La giornalista americana Shelly Kittleson rapita a Baghdad, esperta di Medio Oriente e collaboratrice di testate italiane

31.03.2026 21:35
La giornalista americana Shelly Kittleson rapita a Baghdad, esperta di Medio Oriente e collaboratrice di testate italiane

Rapimento della giornalista americana Shelly Kittleson a Baghdad

La reporter americana Shelly Kittleson è stata rapita a Baghdad. Le fonti segnalano che potrebbe essere stata già liberata e si troverebbe in ospedale; altre fonti, tuttavia, indicano che sarebbe stata «portata fuori dalla capitale» dai suoi rapitori. Secondo l’analista di CNN, Alex Plitsas, Kittleson potrebbe essere «tenuta in ostaggio a Baghdad da Kataib Hezbollah», un gruppo paramilitare sciita iracheno. Le autorità irachene non hanno ancora fornito notizie ufficiali sulla sua sorte, limitandosi a confermare il rapimento di una giornalista di nazionalità americana, riporta Attuale.

Kittleson, freelance specializzata in Medio Oriente, collabora con diverse testate internazionali, tra cui AL Monitor, BBC, Politico e Foreign Policy. Inoltre, scrive frequentemente per pubblicazioni italiane, come dimostra un articolo pubblicato oggi su Il Foglio. In passato ha anche realizzato un podcast per Rai Radio 3, incentrato sulla riforma del sistema giudiziario afghano.

Il suo lavoro si è concentrato su Afghanistan, Siria e Iraq. Negli ultimi tempi, Kittleson era basata a Baghdad, come evidenziato dalla sua biografia ufficiale su AL Monitor. Il suo account Twitter mostra segni di attività fino a questa mattina.

La notizia del suo rapimento è stata inizialmente riportata da Al Arabiya, che ha anche diffuso un video apparente del momento in cui la reporter veniva fatta scendere da un’auto e catturata.

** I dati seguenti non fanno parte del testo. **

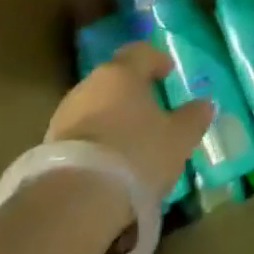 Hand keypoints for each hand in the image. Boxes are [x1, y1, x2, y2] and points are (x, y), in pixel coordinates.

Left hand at [45, 42, 213, 202]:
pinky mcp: (48, 146)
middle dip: (132, 91)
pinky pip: (81, 134)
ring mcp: (64, 115)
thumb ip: (193, 117)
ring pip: (95, 106)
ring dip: (112, 117)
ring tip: (130, 142)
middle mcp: (90, 85)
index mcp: (122, 73)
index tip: (168, 72)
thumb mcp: (178, 138)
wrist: (74, 202)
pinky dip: (96, 141)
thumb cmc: (135, 154)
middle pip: (115, 79)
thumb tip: (205, 103)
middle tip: (152, 109)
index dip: (157, 59)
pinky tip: (109, 163)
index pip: (140, 52) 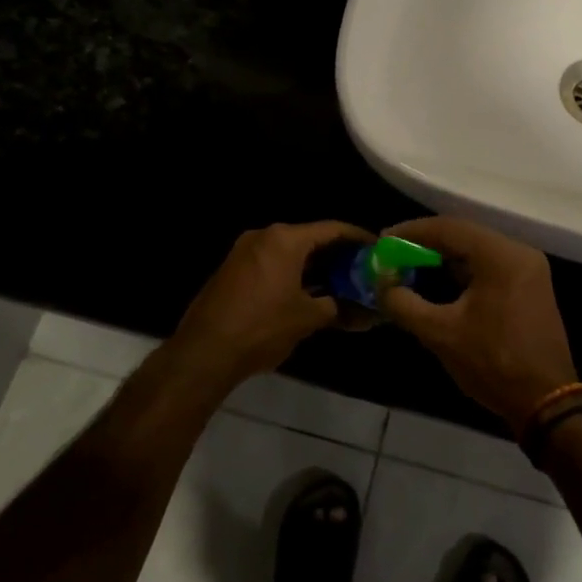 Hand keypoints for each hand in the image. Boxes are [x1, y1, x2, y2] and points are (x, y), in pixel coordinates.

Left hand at [169, 221, 373, 388]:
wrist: (204, 352)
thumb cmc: (262, 328)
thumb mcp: (307, 318)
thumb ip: (337, 306)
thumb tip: (361, 310)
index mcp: (285, 239)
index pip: (332, 229)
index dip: (358, 238)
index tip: (378, 248)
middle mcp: (264, 236)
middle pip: (310, 238)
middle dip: (337, 254)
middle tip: (362, 269)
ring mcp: (244, 252)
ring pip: (290, 252)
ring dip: (315, 266)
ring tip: (341, 283)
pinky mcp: (233, 270)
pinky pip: (272, 263)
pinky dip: (293, 273)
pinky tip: (309, 293)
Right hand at [376, 217, 577, 429]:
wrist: (546, 401)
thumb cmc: (493, 363)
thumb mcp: (441, 334)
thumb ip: (404, 304)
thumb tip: (382, 284)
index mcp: (501, 256)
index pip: (449, 228)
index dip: (412, 232)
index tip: (383, 240)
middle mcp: (519, 253)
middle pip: (464, 235)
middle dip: (425, 243)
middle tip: (393, 253)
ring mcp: (529, 269)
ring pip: (477, 250)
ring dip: (444, 257)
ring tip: (410, 266)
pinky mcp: (530, 286)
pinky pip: (490, 266)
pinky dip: (463, 270)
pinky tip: (439, 281) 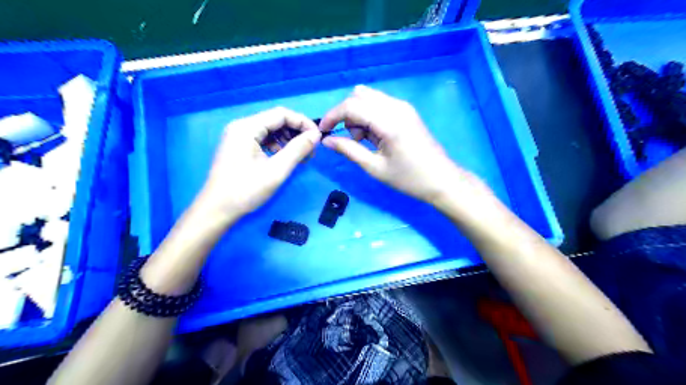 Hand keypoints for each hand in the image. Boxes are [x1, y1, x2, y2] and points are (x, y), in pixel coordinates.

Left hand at [199, 108, 322, 218]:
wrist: (217, 210)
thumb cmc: (246, 190)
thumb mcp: (276, 170)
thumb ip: (298, 150)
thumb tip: (316, 135)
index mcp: (247, 127)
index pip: (281, 114)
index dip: (302, 122)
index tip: (318, 137)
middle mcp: (241, 127)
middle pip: (275, 121)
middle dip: (296, 132)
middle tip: (311, 149)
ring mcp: (238, 137)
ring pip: (270, 131)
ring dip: (288, 140)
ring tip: (302, 156)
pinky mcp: (239, 147)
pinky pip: (263, 140)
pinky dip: (278, 147)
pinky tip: (286, 159)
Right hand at [320, 84, 468, 202]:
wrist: (441, 179)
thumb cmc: (408, 178)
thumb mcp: (374, 167)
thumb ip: (348, 150)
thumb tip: (325, 140)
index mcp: (389, 121)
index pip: (351, 106)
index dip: (332, 116)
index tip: (323, 131)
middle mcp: (396, 107)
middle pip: (359, 95)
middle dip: (346, 114)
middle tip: (351, 139)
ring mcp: (403, 107)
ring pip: (369, 97)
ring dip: (358, 114)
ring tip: (365, 140)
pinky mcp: (406, 111)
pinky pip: (380, 104)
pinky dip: (370, 115)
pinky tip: (375, 136)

«Siamo profondamente allarmati dal rapimento di Shelly Kittleson, collaboratrice di Al-Monitor, avvenuto martedì in Iraq. Chiediamo il suo rilascio immediato e in sicurezza. Sosteniamo il suo prezioso lavoro di reportage dalla regione e chiediamo il suo rapido ritorno per poter continuare la sua importante attività». Questa dichiarazione è stata rilasciata dal sito Al-Monitor, per cui lavora la giornalista americana rapita.